- _What you should do_
Find the line in the material below that contains "index dip: (434, 294)", then give it again, with all later lines, exactly as shown.
Content starts
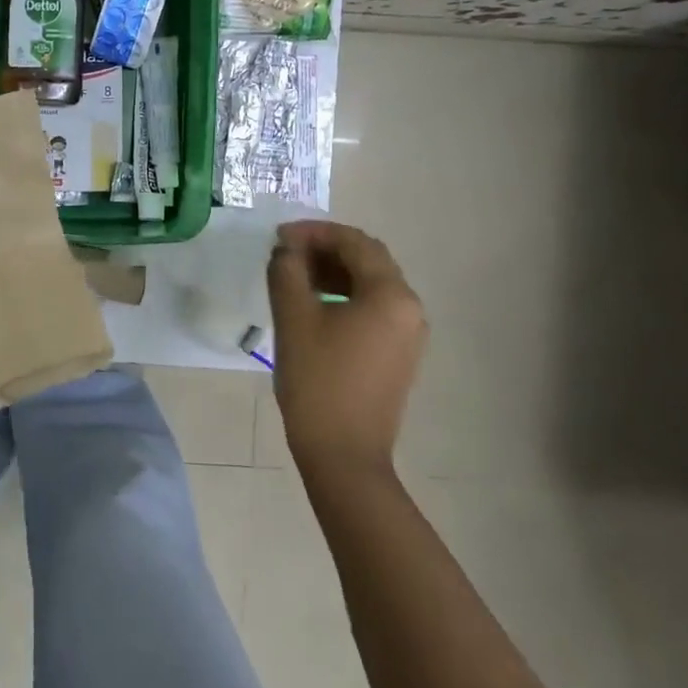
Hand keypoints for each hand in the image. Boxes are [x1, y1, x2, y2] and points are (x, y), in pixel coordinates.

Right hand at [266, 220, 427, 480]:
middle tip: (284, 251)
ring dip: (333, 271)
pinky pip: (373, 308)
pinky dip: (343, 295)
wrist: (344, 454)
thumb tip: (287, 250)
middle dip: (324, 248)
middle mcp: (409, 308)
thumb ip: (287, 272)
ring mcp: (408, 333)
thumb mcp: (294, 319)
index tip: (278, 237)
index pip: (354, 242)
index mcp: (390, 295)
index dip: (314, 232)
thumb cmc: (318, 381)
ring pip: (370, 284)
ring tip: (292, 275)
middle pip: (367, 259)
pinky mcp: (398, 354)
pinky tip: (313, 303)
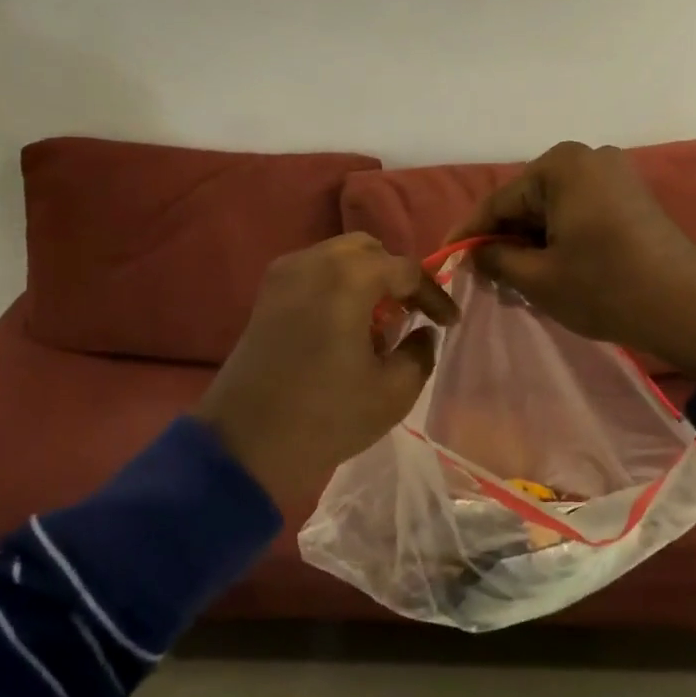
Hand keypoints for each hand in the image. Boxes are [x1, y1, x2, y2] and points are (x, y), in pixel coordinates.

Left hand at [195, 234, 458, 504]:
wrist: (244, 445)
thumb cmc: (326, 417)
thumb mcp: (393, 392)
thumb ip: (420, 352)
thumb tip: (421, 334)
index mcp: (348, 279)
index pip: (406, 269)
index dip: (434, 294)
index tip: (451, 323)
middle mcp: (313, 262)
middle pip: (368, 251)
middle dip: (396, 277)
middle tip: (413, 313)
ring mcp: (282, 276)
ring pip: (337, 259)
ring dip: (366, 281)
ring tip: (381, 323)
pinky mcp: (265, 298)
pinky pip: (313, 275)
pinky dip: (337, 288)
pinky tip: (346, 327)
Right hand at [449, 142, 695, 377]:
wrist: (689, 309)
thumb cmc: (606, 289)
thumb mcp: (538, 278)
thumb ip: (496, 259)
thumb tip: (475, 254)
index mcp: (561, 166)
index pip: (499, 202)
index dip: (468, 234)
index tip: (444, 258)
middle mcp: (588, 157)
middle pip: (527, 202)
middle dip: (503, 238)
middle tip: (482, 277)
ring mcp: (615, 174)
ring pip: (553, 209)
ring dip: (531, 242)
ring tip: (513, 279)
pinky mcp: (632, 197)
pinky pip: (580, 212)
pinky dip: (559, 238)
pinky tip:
Content ends
- _Expected answer_
index dip: (434, 294)
index tip: (451, 323)
middle mcp: (313, 262)
middle pip: (368, 251)
middle dip: (396, 277)
middle tip: (413, 313)
ring mcp: (282, 276)
ring pip: (337, 259)
ring dip: (366, 281)
ring tip: (381, 323)
pinky mcp: (265, 298)
pinky pip: (313, 275)
pinky dip: (337, 288)
pinky tip: (346, 327)
Right hand at [449, 142, 695, 377]:
wrist: (689, 309)
thumb cmc: (606, 289)
thumb mcp: (538, 278)
thumb ip: (496, 259)
thumb tip: (475, 254)
index mcp: (561, 166)
index pip: (499, 202)
index dip: (468, 234)
index tip: (444, 258)
middle mcp: (588, 157)
middle pip: (527, 202)
middle dip: (503, 238)
middle tip: (482, 277)
ring mcp: (615, 174)
ring pip: (553, 209)
ring dip: (531, 242)
ring tip: (513, 279)
pinky mcp: (632, 197)
pinky pip: (580, 212)
pinky dip: (559, 238)
pinky tip:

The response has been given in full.